WHAT YOU SHOULD DO: Any images in the material are to be dropped while every line is retyped exactly.

● ● ●

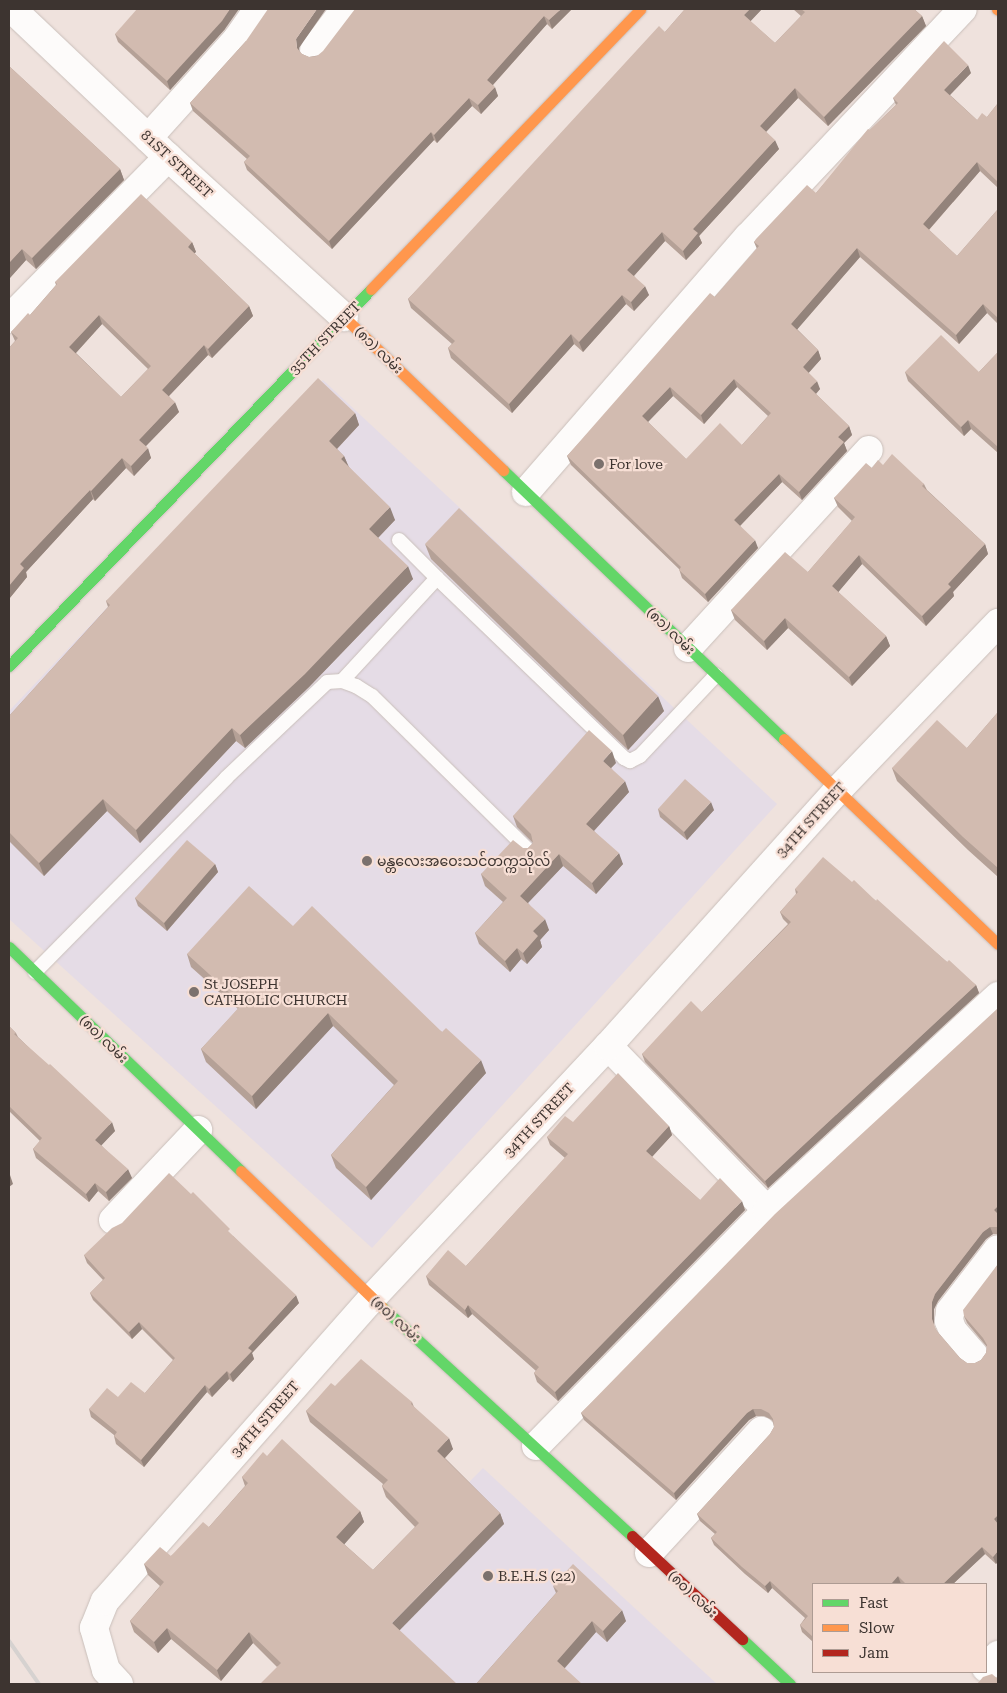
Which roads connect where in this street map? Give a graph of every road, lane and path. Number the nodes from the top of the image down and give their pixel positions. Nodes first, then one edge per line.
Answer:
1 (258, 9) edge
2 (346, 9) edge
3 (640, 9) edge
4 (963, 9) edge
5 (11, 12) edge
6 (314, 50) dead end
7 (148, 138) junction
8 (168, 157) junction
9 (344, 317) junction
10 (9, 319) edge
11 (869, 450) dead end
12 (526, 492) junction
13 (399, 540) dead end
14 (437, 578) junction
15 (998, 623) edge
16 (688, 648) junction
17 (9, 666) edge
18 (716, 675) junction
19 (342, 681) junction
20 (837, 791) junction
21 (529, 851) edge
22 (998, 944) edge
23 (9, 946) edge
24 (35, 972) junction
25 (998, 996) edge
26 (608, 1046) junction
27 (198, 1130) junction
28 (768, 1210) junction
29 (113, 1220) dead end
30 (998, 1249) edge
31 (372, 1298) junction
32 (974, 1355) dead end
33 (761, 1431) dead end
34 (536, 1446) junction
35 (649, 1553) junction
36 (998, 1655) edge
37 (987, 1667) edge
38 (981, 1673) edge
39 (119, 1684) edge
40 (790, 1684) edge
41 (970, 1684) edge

● ● ●

TASK RESPONSE:
Which roads connect where in this street map? Give a graph of every road, lane and path. Number the nodes from the top of the image down and give their pixel positions. Nodes first, then one edge per line.
Answer:
1 (258, 9) edge
2 (346, 9) edge
3 (640, 9) edge
4 (963, 9) edge
5 (11, 12) edge
6 (314, 50) dead end
7 (148, 138) junction
8 (168, 157) junction
9 (344, 317) junction
10 (9, 319) edge
11 (869, 450) dead end
12 (526, 492) junction
13 (399, 540) dead end
14 (437, 578) junction
15 (998, 623) edge
16 (688, 648) junction
17 (9, 666) edge
18 (716, 675) junction
19 (342, 681) junction
20 (837, 791) junction
21 (529, 851) edge
22 (998, 944) edge
23 (9, 946) edge
24 (35, 972) junction
25 (998, 996) edge
26 (608, 1046) junction
27 (198, 1130) junction
28 (768, 1210) junction
29 (113, 1220) dead end
30 (998, 1249) edge
31 (372, 1298) junction
32 (974, 1355) dead end
33 (761, 1431) dead end
34 (536, 1446) junction
35 (649, 1553) junction
36 (998, 1655) edge
37 (987, 1667) edge
38 (981, 1673) edge
39 (119, 1684) edge
40 (790, 1684) edge
41 (970, 1684) edge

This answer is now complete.